Les protestants, s’appuyant sur leurs atouts propres, ont alors beaucoup bénéficié d’une image nationaliste. Le protestantisme, soutien du Congo libre ? Pas si simple évidemment. Il reste que cette posture post-coloniale a conduit le pouvoir de Mobutu a encourager la visibilité des Églises protestantes, rassemblées pour la plupart, à partir de 1970, dans l’Église du Christ au Congo (ECC), ensemble fédératif analogue, en France, à la Fédération Protestante de France. Après une célébration en grandes pompes du premier centenaire de la présence protestante au Congo, en 1978, c’est le pouvoir congolais (appelé alors zaïrois) qui encouragé, main dans la main avec l’ECC, la construction du plus grand édifice religieux jamais érigé en terre congolaise. Accompagnée par le pasteur Itofo Bokambanza Bokeleale, président de l’Église du Christ au Congo, la construction a été planifiée au cœur de l’espace politique et symbolique kinois : le nouveau bâtiment, adossé à l’Université Protestante au Congo, se situe en effet à proximité immédiate du Palais du Peuple (le parlement congolais), sur la prestigieuse Avenue triomphale que chérissait le président Mobutu.

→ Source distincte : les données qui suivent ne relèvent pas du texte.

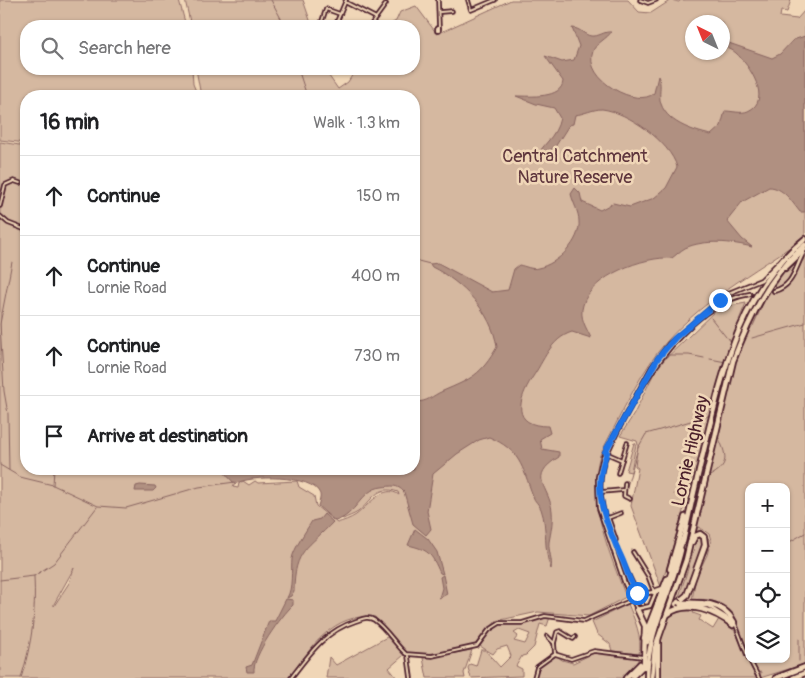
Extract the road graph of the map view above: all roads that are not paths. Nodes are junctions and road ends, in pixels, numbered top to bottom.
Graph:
1 (438, 0) edge
2 (468, 0) edge
3 (493, 0) edge
4 (640, 0) edge
5 (656, 0) edge
6 (346, 1) edge
7 (386, 4) dead end
8 (452, 11) dead end
9 (439, 12) junction
10 (340, 14) junction
11 (376, 18) joint
12 (322, 20) edge
13 (337, 20) edge
14 (439, 28) dead end
15 (20, 182) dead end
16 (0, 206) edge
17 (0, 216) edge
18 (20, 228) edge
19 (805, 239) edge
20 (805, 245) edge
21 (805, 250) edge
22 (783, 259) junction
23 (781, 271) junction
24 (774, 291) tunnel mouth
25 (750, 294) tunnel mouth
26 (642, 386) junction
27 (627, 443) dead end
28 (606, 453) junction
29 (622, 460) junction
30 (618, 473) dead end
31 (626, 483) dead end
32 (624, 490) junction
33 (598, 492) junction
34 (630, 499) dead end
35 (692, 501) junction
36 (606, 502) dead end
37 (600, 503) junction
38 (620, 512) dead end
39 (602, 513) junction
40 (607, 518) junction
41 (683, 539) junction
42 (613, 541) junction
43 (688, 550) junction
44 (633, 552) dead end
45 (620, 556) junction
46 (619, 562) junction
47 (674, 593) junction
48 (655, 594) junction
49 (632, 599) junction
50 (677, 605) junction
51 (637, 608) junction
52 (666, 616) junction
53 (734, 623) junction
54 (547, 636) dead end
55 (569, 637) dead end
56 (658, 639) junction
57 (645, 640) junction
58 (554, 643) junction
59 (555, 654) junction
60 (408, 656) junction
61 (644, 657) junction
62 (642, 664) junction
63 (805, 667) edge
64 (805, 673) edge
65 (291, 678) edge
66 (411, 678) edge
67 (534, 678) edge
68 (626, 678) edge
69 (630, 678) edge
70 (646, 678) edge
71 (652, 678) edge
72 (658, 678) edge
73 (759, 678) edge
74 (776, 678) edge
75 (793, 678) edge

1 - 9 street
2 - 3 street
4 - 5 street
6 - 10 street
6 - 11 street
7 - 11 street
8 - 9 street
9 - 14 street
10 - 12 street
10 - 13 street
15 - 16 street
17 - 18 street
19 - 22 highway, Lornie Highway
20 - 23 highway, Lornie Highway
21 - 23 main road
21 - 24 street
22 - 26 street
22 - 35 highway, Lornie Highway
23 - 43 highway, Lornie Highway
25 - 26 street
26 - 28 street
27 - 29 street
28 - 29 street
28 - 33 street
29 - 30 street
31 - 32 street
32 - 33 street
32 - 34 street
33 - 37 street
35 - 41 highway, Lornie Highway
35 - 48 highway
36 - 37 street
37 - 39 street
38 - 40 street
39 - 40 street
39 - 42 street
40 - 42 street
41 - 57 highway
41 - 70 highway, Lornie Highway
42 - 45 street
42 - 46 street
43 - 47 highway, Lornie Highway
43 - 50 highway
44 - 48 street
45 - 46 street
45 - 48 street
46 - 49 street
47 - 50 highway
47 - 52 highway, Lornie Highway
48 - 51 street
48 - 57 highway
49 - 51 street
49 - 60 street
50 - 53 highway
51 - 57 highway
52 - 53 highway
52 - 56 highway, Lornie Highway
53 - 73 street
54 - 58 street
55 - 58 street
56 - 71 highway
56 - 72 highway
57 - 61 highway
58 - 59 street
59 - 61 street
59 - 67 street
60 - 65 street
60 - 66 street
61 - 62 highway
62 - 68 highway
62 - 69 highway
62 - 70 highway
63 - 74 highway
64 - 75 highway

Alors que près de 40% de la population se rattache aujourd’hui au protestantisme dans ses diverses expressions, la Cathédrale du Centenaire à Kinshasa constitue le symbole architectural d’une nouvelle visibilité protestante francophone au cœur de la société… et de la politique congolaise. Le bâtiment est en effet régulièrement investi pour des célébrations religieuses patriotiques (anniversaires de l’indépendance), à tel point que certains pasteurs s’en inquiètent un peu, souhaitant que l’édifice reste à l’écart des campagnes électorales. La Cathédrale reste en effet vouée, d’abord et avant tout, à l’expression d’une spiritualité chrétienne protestante portée en particulier par la prédication et le chant.
En‐dehors du culte dominical, chaque mercredi à 17h, un « culte d’adoration » y est ainsi organisé, histoire de faire vivre semaine après semaine, au cœur d’une mégapole africaine où se bousculent ambitions, espoirs et désillusions, l’un des principes essentiels de la Réforme protestante : Soli Deo Gloria.